Don Giovanni

Il “meeting” dei ciabattoni

Quell’anno mi saltò davvero la mosca al naso. Che si parli di me spesso e volentieri, talora a sproposito, nel bene e nel male (di solito, nel male; ma non mancano le eccezioni) non mi fa né caldo né freddo. Ma che si abusasse del mio nome nel Meeting riminese di “Comunione e Liberazione”, anno 1989, era davvero troppo! Già mi stava (e mi sta) sullo stomaco l’appellativo di “Meeting”: pPerché ricorrere a un barbarismo quando la buona lingua dispone del sostantivo “convegno”? Ma fin qui, fatti loro. Ognuno parla come vuole. E poi, chi sa mai, forse è una finezza. “Meeting” in inglese può anche significare “comizio politico”. Che si voglia adombrare, per chi ha orecchie da intendere, la vera realtà del convegno ciellino, avvolto nei candidi veli della retorica religiosa, ma di fatto ben orientato a brandire il potere politico, laddove gli si offre su un piatto d’argento? Un tempo il loro idolo era Andreotti, per suggerimento dello stesso fondatore, don Giussani. Capirai che modello! Il simbolo più perfetto della cristianità costantiniana, compromessa fino al collo con la feccia della politica. Uno che fu assolto sì dalle accuse di connivenze con la Mafia, ma anche perché per le lungaggini del processo buona parte dei reati contestatigli erano ormai passati in prescrizione. Il “concorso esterno in associazione mafiosa” (un reato inventato dai giudici, che allora non era stato ancora escogitato) continua a essere però ben più di un sospetto che pende sul suo capo, anche dopo morto. La sua amicizia con il mafioso Salvo Lima non è un’invenzione. Che Salvo Lima sia stato tolto di mezzo quando ormai non poteva garantire più nulla ai compari da parte del personaggio di cui, al loro cospetto, si esibiva come referente, è qualcosa di più di una semplice congettura. Ma anche qui, cosa loro. Ognuno si sceglie i modelli che preferisce. Anche Costantino era un delinquente, eppure poco ci manca che venga considerato un santo (ma Giuliano l’Apostata aveva già capito tutto: meglio tornare al Paganesimo, nelle sue manifestazioni più elevate, che abbracciare un Cristianesimo ormai lontanissimo da Cristo).
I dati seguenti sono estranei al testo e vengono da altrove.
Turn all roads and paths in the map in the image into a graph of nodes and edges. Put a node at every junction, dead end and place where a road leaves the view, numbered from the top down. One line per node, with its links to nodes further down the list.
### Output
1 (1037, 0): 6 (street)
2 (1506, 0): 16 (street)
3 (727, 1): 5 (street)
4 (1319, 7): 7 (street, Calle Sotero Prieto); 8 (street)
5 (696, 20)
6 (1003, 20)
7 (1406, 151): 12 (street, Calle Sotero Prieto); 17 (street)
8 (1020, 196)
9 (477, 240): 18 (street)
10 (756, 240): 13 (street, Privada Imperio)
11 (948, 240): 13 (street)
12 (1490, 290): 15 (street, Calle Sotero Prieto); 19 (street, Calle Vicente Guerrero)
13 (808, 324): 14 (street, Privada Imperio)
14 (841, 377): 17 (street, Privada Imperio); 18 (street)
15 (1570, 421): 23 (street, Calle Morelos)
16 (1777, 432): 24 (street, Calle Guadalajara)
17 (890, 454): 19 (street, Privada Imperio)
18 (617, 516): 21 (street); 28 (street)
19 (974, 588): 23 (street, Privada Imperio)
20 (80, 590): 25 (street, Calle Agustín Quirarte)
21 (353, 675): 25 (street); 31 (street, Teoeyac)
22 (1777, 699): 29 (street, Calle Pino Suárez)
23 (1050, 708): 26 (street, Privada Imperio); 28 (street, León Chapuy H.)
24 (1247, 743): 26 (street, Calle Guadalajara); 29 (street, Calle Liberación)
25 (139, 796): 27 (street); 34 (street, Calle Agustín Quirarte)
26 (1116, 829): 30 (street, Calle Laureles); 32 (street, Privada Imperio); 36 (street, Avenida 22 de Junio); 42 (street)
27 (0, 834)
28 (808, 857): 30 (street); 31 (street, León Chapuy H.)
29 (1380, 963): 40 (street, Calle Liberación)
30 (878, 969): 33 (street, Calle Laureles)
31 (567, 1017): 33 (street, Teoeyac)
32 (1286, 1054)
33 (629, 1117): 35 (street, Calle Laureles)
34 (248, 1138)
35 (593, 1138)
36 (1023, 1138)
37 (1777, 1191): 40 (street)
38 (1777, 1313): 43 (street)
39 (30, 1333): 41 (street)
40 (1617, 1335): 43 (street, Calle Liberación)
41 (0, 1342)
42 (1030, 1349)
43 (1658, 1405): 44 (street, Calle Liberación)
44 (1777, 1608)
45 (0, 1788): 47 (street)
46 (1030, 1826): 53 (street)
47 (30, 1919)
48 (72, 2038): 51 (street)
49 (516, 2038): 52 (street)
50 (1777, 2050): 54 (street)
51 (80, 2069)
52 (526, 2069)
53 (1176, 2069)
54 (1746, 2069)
Va bene tutto, in somma, ma che mi si tirasse in ballo per le loro cialtronerie, no e poi no! Io voglio rimanere all’Inferno, piuttosto che finire in Paradiso con i ciellini. “Socrate, Sherlock Holmes , Don Giovanni” ! Ma dove si voleva arrivare? E non basta:dopo questa premessa, giù un incomprensibile sproloquio sul “paradosso” delle umane vicende, condito dalle elucubrazioni di Giovanni Testori e Medea Norsa, finite poi in unì’indigeribile pubblicazione. Aria, aria, per carità! Tenetevi il vostro Parsifal, tenetevi il vostro Wagner, assurti a emblema di un precedente “Meeting”, ma Don Giovanni il libertino no e poi no! Che cos’ha che fare il Diavolo con l’acqua santa? Intendo il Diavolo vero, non un diavoletto bacchettone come Giulio Andreotti.
Quest’anno il motto del “Meeting” è niente meno che una frase di Goethe, il cui significato è più o meno questo: se vogliamo costruire il futuro dobbiamo riappropriarci il passato. Giustissimo. Sta di fatto però che, sotto il papato di un ciabattone, anche i ferventi papalini, un tempo austeri come i papi allora regnanti, diventano a loro volta ciabattoni. Se il capo della Cristianità, in un’occasione ufficiale, può dire impunemente ai suoi vescovi che Gesù “fa un po’ lo scemo”, che cosa non possono dire i poveri cristianucci che in un giorno peccano settanta volte sette?. Ed ecco allora che, al “Meeting”, diventato ormai ecumenico (sono finiti i tempi del sacro patto Cielle-Formigoni-Berlusconi, di cui fu soprattutto la Lombardia a trarre beneficio o a fare le spese, secondo i punti di vista…), il Dramma diventa Farsa. I comici sono i politici. Peccato che il soggetto della rappresentazione sia tutt’altro che comico. Un’orrenda stonatura. In breve: il sindaco di Venezia, Brugnaro, millantando il suo presunto buon governo della città lagunare, dice spavaldamente che in Piazza San Marco , se si sente urlare “Allah akbar”, si spara ( vorrei sapere: a chi può dar ordine di sparare, il sindaco? Agli agenti della polizia locale? Quelli se va bene fanno cilecca, se va male si sparano addosso). Pur tra qualche sconcerto, riceve un moderato applauso dal pubblico. Poco dopo il collega sindaco di Firenze, il renziano Nardella, incontrandolo, gli urla ridendo.”Allah Akbar!”.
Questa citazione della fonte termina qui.